Iron ore for delivery to China's Tianjin port .IO62-CNI=SI slipped 0.5 percent to $60.80 a tonne on Thursday, according to The Steel Index.
But the spot benchmark was still up 1 percent for the week after hitting $61.80 on Tuesday, its loftiest since May 3, and could widen that gain amid stronger Chinese futures.
The most-active iron ore on the Dalian Commodity Exchange DCIOcv1 closed up 2.9 percent at 444.50 yuan ($67) a tonne.
China's efforts to tackle its excess capacity have helped strengthen steel prices as tighter environmental rules have led to closures and output curbs among domestic mills, including those in the top steel producing city of Tangshan.
The world's biggest steel producer has cut 47 percent so far of the 45 million tonnes in capacity it promised to remove this year.

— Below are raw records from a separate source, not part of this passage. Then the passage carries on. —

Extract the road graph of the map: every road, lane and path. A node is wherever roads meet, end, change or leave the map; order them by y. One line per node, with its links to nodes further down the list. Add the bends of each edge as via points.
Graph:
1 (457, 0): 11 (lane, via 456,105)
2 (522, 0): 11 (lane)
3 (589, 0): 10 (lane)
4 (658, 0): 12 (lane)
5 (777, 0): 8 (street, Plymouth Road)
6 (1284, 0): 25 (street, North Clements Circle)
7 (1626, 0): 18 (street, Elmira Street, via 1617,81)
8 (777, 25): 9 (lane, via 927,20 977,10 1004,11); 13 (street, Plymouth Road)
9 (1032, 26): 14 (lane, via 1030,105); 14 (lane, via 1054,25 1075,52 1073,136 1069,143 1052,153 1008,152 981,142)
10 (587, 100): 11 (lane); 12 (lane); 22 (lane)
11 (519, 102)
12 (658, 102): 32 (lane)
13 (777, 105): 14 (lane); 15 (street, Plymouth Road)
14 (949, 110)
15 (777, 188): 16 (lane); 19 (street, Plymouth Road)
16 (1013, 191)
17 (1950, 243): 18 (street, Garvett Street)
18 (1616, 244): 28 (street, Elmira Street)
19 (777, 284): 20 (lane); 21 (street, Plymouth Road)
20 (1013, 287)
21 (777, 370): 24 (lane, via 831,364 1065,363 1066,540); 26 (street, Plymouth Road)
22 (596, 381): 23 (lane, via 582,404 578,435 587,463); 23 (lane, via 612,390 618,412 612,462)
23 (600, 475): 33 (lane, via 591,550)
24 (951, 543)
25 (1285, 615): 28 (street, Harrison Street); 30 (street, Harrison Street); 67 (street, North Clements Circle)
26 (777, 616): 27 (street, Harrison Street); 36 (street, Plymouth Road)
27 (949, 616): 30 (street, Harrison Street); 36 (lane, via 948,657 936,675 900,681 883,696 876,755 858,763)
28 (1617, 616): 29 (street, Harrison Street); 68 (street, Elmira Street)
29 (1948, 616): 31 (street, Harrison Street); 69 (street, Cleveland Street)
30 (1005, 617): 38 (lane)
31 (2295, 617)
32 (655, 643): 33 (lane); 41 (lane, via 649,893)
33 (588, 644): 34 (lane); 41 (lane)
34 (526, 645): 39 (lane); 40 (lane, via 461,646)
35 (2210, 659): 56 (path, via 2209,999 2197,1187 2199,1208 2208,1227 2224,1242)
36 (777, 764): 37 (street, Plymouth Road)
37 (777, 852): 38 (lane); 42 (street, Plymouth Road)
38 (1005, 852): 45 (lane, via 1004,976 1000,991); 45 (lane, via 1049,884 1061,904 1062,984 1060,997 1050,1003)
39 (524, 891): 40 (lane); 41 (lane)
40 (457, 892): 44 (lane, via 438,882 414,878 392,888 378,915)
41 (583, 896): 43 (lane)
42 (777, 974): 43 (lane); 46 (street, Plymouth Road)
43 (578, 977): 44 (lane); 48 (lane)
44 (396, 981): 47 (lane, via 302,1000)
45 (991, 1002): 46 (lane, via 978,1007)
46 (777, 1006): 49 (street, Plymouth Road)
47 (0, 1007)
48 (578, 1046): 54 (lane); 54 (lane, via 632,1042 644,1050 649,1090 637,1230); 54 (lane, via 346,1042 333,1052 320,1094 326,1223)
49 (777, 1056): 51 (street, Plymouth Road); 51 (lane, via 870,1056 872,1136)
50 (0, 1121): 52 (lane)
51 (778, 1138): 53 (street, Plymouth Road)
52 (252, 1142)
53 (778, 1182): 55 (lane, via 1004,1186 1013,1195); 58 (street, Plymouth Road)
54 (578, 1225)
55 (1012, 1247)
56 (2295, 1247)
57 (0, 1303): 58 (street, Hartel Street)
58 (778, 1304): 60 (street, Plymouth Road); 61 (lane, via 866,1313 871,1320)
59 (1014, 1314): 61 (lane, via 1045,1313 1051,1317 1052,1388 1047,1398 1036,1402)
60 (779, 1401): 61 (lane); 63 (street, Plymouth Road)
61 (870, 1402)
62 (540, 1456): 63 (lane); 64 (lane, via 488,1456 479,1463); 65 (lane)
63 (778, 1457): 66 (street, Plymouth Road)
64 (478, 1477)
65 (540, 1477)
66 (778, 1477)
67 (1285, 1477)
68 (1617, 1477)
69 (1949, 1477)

The capacity reductions so far have been "satisfactory," according to a Chinese government official. most-traded rebar, a construction steel product, on the Shanghai Futures Exchange SRBcv1 climbed 1 percent to finish at 2,567 yuan a tonne, recovering from a session low of 2,497 yuan.
It hit a high of 2,649 yuan on Tuesday, its strongest since April 25. ($1 = 6.6427 Chinese yuan)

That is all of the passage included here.